**REQUIRED ACTION:**
Write out all records as given; omit images.

**Records excerpted from a collection:**
= = = = = = =

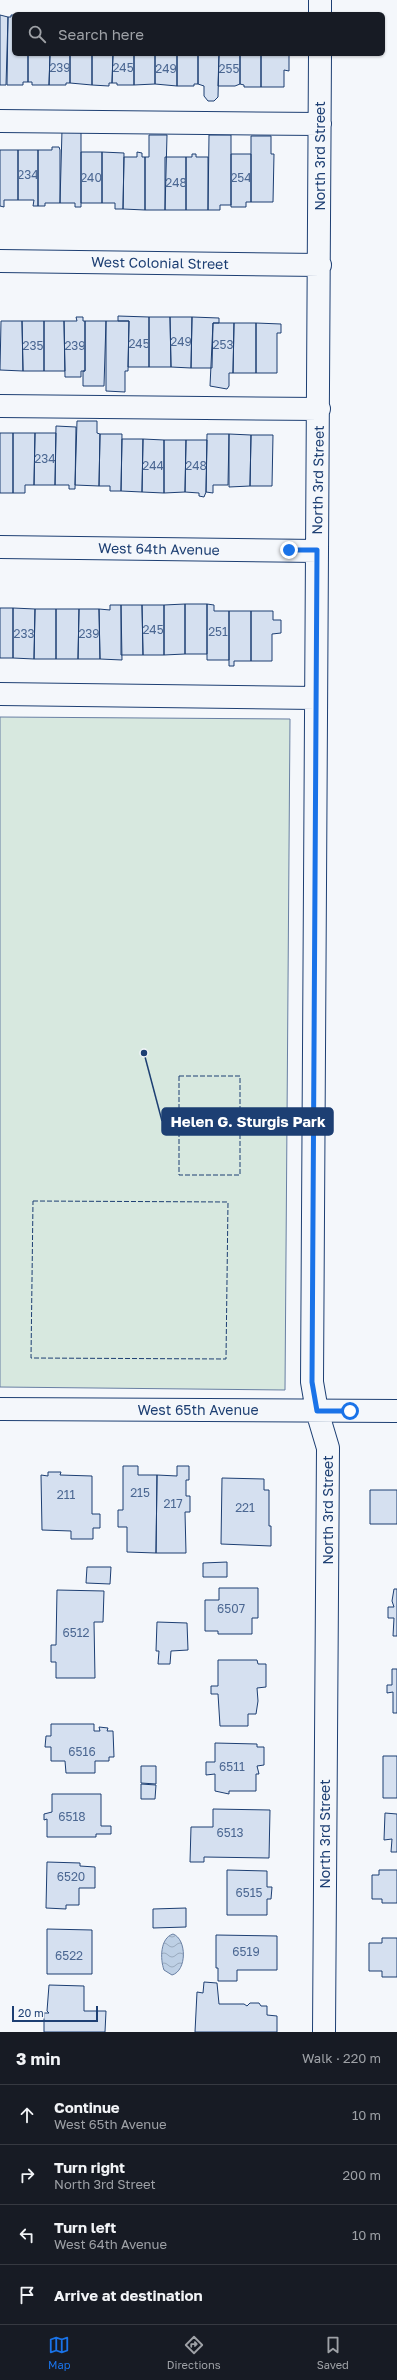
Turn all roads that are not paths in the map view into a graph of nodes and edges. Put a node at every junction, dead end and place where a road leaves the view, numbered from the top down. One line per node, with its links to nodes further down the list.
1 (320, 0): 2 (street)
2 (320, 12)
3 (320, 56): 5 (street, North 3rd Street)
4 (0, 121): 5 (street)
5 (320, 124): 7 (street, North 3rd Street)
6 (0, 261): 7 (street, West Colonial Street)
7 (320, 265): 9 (street, North 3rd Street)
8 (0, 406): 9 (street)
9 (319, 409): 11 (street, North 3rd Street)
10 (0, 547): 11 (street, West 64th Avenue)
11 (317, 550): 13 (street, North 3rd Street)
12 (0, 694): 13 (street)
13 (315, 698): 15 (street, North 3rd Street)
14 (0, 1408): 15 (street, West 65th Avenue)
15 (317, 1411): 16 (street, West 65th Avenue); 17 (street, North 3rd Street)
16 (397, 1411)
17 (324, 2032)

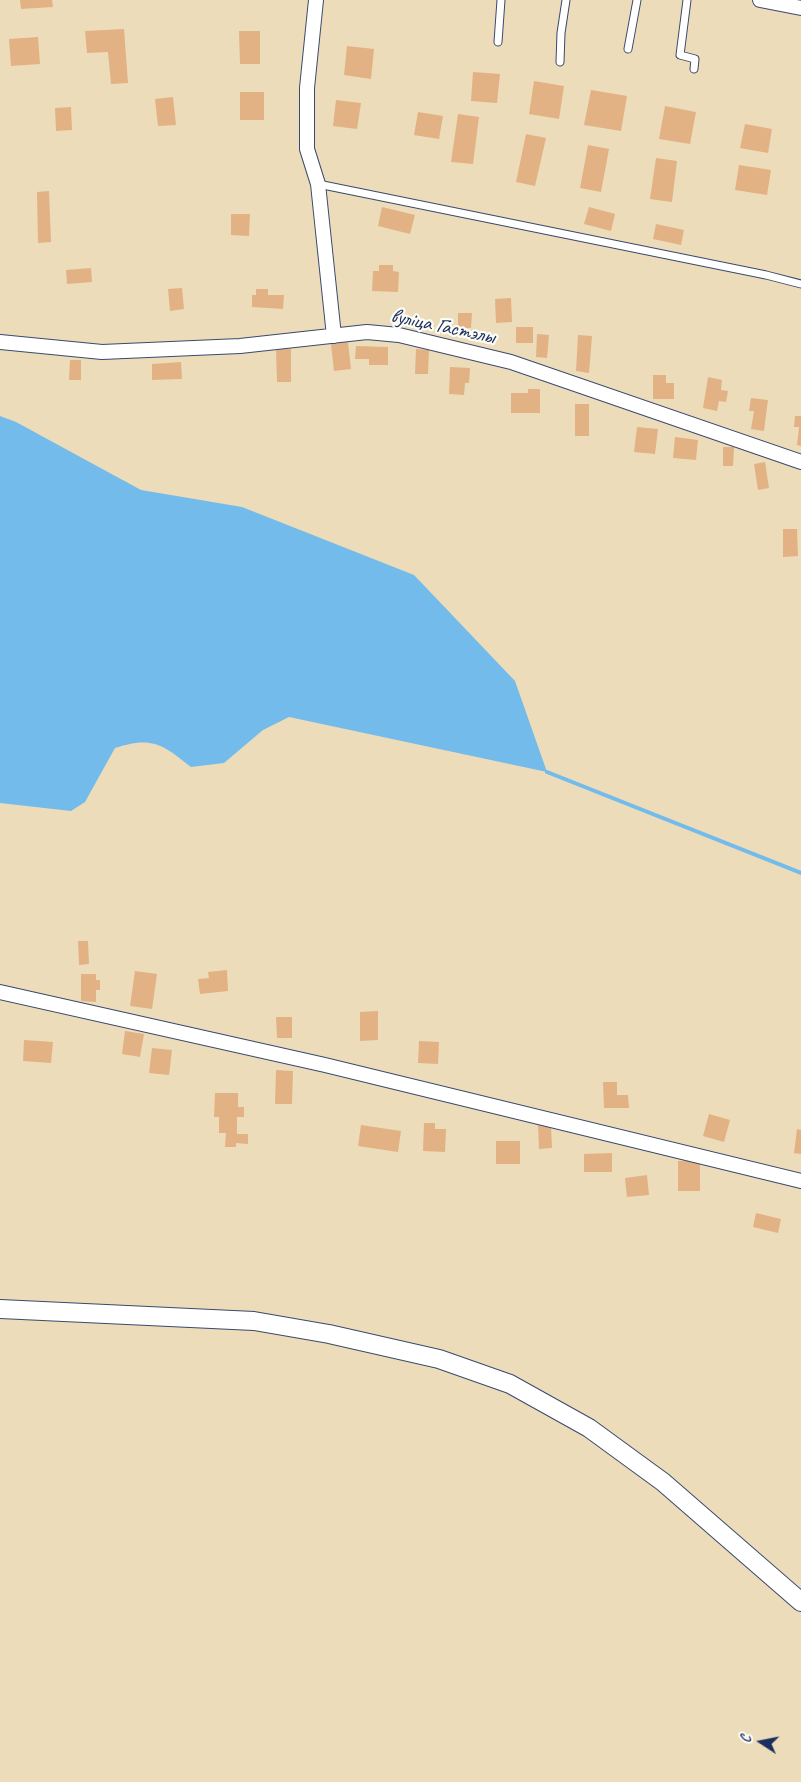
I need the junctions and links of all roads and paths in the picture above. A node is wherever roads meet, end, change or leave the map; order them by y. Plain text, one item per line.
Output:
1 (316, 0) edge
2 (501, 0) edge
3 (566, 0) edge
4 (637, 0) edge
5 (687, 0) edge
6 (760, 0) edge
7 (801, 8) edge
8 (498, 42) dead end
9 (628, 50) dead end
10 (560, 62) dead end
11 (694, 69) dead end
12 (318, 184) junction
13 (801, 284) edge
14 (334, 336) junction
15 (0, 342) edge
16 (801, 462) edge
17 (0, 992) edge
18 (801, 1180) edge
19 (0, 1309) edge
20 (801, 1602) edge

1 - 12 street
2 - 8 lane
3 - 10 lane
4 - 9 lane
5 - 11 lane
6 - 7 street
12 - 13 lane
12 - 14 street
14 - 15 street, вуліца Гастэлы
14 - 16 street, вуліца Гастэлы
17 - 18 street
19 - 20 street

= = = = = = =

**YOUR RESPONSE:**
Turn all roads that are not paths in the map view into a graph of nodes and edges. Put a node at every junction, dead end and place where a road leaves the view, numbered from the top down. One line per node, with its links to nodes further down the list.
1 (320, 0): 2 (street)
2 (320, 12)
3 (320, 56): 5 (street, North 3rd Street)
4 (0, 121): 5 (street)
5 (320, 124): 7 (street, North 3rd Street)
6 (0, 261): 7 (street, West Colonial Street)
7 (320, 265): 9 (street, North 3rd Street)
8 (0, 406): 9 (street)
9 (319, 409): 11 (street, North 3rd Street)
10 (0, 547): 11 (street, West 64th Avenue)
11 (317, 550): 13 (street, North 3rd Street)
12 (0, 694): 13 (street)
13 (315, 698): 15 (street, North 3rd Street)
14 (0, 1408): 15 (street, West 65th Avenue)
15 (317, 1411): 16 (street, West 65th Avenue); 17 (street, North 3rd Street)
16 (397, 1411)
17 (324, 2032)

I need the junctions and links of all roads and paths in the picture above. A node is wherever roads meet, end, change or leave the map; order them by y. Plain text, one item per line.
Output:
1 (316, 0) edge
2 (501, 0) edge
3 (566, 0) edge
4 (637, 0) edge
5 (687, 0) edge
6 (760, 0) edge
7 (801, 8) edge
8 (498, 42) dead end
9 (628, 50) dead end
10 (560, 62) dead end
11 (694, 69) dead end
12 (318, 184) junction
13 (801, 284) edge
14 (334, 336) junction
15 (0, 342) edge
16 (801, 462) edge
17 (0, 992) edge
18 (801, 1180) edge
19 (0, 1309) edge
20 (801, 1602) edge

1 - 12 street
2 - 8 lane
3 - 10 lane
4 - 9 lane
5 - 11 lane
6 - 7 street
12 - 13 lane
12 - 14 street
14 - 15 street, вуліца Гастэлы
14 - 16 street, вуліца Гастэлы
17 - 18 street
19 - 20 street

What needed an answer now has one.